Les filles
Je m'appelle Clarisse et mes pensées sont rouges. Je
suis omniprésente, volubile, on m'entend, on m'attend, je me déguise, je me
répands. J'aime vivre aux bruits, à la foule, au vivant.
Mes pensées sont rouges puisqu'elles restent au chaud,
en moi, à l'intérieur de moi. Ce que l'on voit de moi n'est que le vent.
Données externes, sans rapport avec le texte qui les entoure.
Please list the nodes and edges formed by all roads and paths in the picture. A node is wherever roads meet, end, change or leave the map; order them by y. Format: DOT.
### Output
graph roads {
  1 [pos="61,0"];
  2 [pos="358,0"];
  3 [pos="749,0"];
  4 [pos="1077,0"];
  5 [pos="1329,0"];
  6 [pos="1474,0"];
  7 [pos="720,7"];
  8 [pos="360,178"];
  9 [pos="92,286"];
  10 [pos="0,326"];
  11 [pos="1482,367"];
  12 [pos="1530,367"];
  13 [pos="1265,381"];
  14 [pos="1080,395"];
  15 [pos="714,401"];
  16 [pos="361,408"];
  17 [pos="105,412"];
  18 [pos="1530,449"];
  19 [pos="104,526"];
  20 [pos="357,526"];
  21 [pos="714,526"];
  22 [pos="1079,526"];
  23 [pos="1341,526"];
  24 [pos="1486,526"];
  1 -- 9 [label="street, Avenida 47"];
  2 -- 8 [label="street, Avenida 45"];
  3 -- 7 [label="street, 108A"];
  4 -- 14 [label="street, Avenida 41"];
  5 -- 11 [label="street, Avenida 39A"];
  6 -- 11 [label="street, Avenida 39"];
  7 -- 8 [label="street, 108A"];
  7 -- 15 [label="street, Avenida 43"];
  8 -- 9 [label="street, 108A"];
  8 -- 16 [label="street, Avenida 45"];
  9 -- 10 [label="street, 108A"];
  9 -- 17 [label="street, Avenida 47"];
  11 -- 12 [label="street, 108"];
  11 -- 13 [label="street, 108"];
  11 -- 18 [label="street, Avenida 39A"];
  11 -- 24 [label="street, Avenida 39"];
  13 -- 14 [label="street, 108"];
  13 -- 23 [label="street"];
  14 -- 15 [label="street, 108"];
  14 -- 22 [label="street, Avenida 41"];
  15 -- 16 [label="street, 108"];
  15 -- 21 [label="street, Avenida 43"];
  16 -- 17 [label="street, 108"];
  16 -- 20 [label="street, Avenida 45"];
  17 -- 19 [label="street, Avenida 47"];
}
Je m'appelle Élisa et mes pieds sont rouges. Je reste
là, immobile, et j'observe. Le monde est vaste, les hommes sont violents, je
recule. Je reste là, immobile, et j'observe. Mes pieds sont rouges.
Le jour où ils prendront le chemin de la vie, je
serais parmi les femmes sauvages.
Je m'appelle Solange et mes lèvres sont rouges.
J'avance lentement, je devance vos avances, esquive. Je suis l'effacée, un rien
m'effraie, il ne faut pas me brusquer. Mes lèvres sont rouges, elles sont ce
que j'ai de plus précieux, bouche et sexe accordés.
Je m'appelle Délia et mon rire est rouge. Je m'avance,
légère, vers vous, vers eux, vers elles. Je sautille, mon pas est léger. Je me
faufile et surgis là où vous ne m'attendez pas. Mon rire est rouge, il est mon
offrande au monde, aux hommes, aux éléments.
Je m'appelle Marianne et mon cœur est rouge. Emmurée.
Ceux que je choisis, ceux qui m'entourent, ils vivent tous en mes remparts. Mon
cœur est rouge puisqu'il est citadelle, de feu, de flammes, de femmes.
Nous sommes des adolescentes qui ne se tiennent pas
droites, qui se tiennent avachies, les épaules voûtées, les jambes
recroquevillées sur le buste, assises en tailleur, assises à l‘envers, marchant
tête baissée, marchant côte à côte, deux grandes et trois petites, des visages
renégociés à chaque humeur, les ongles rongés, certains jaunies par les
cigarettes de tabac roulé, un chewing-gum à la bouche, les cheveux emmêlés, les
baskets trouées, la main comme post-it et le sac à dos comme bagage, toujours
arpentant les rues plutôt que les routes, traversant en diagonale, ne
distinguant aucune unité à la foule, souriant parfois au hasard, silencieuses
ou criardes, jamais en avance, souvent flegmatiques, masquant ainsi mollement
nos angoisses. Nous avons chacune une sexualité qui lui est propre, chacune un
style vestimentaire qui lui est significatif, chacune une griffe cosmétique qui
lui est symbolique. Une étoile, des chaussettes, un homme, un chapeau, un
point, une femme, une spirale, ni l’un ni l’autre, un bracelet, seule, un
foulard, un signe, les deux. Il n’y a là aucune volonté de s’opposer, de se
révolter, de contester, de boycotter, de revendiquer. Nous n’avons aucune
conscience politique. Il y a là une volonté de s’affirmer en tant que soi, en
tant qu’identité singulière, en tant que personnalité authentique, en tant que
personne encerclant le dedans et le dehors d‘une sphère unitaire. Nous sommes
des caricatures de nous-mêmes. Des filles rouges. Des filles peintes en rouge.
Narcisses baignant dans le sang menstruel.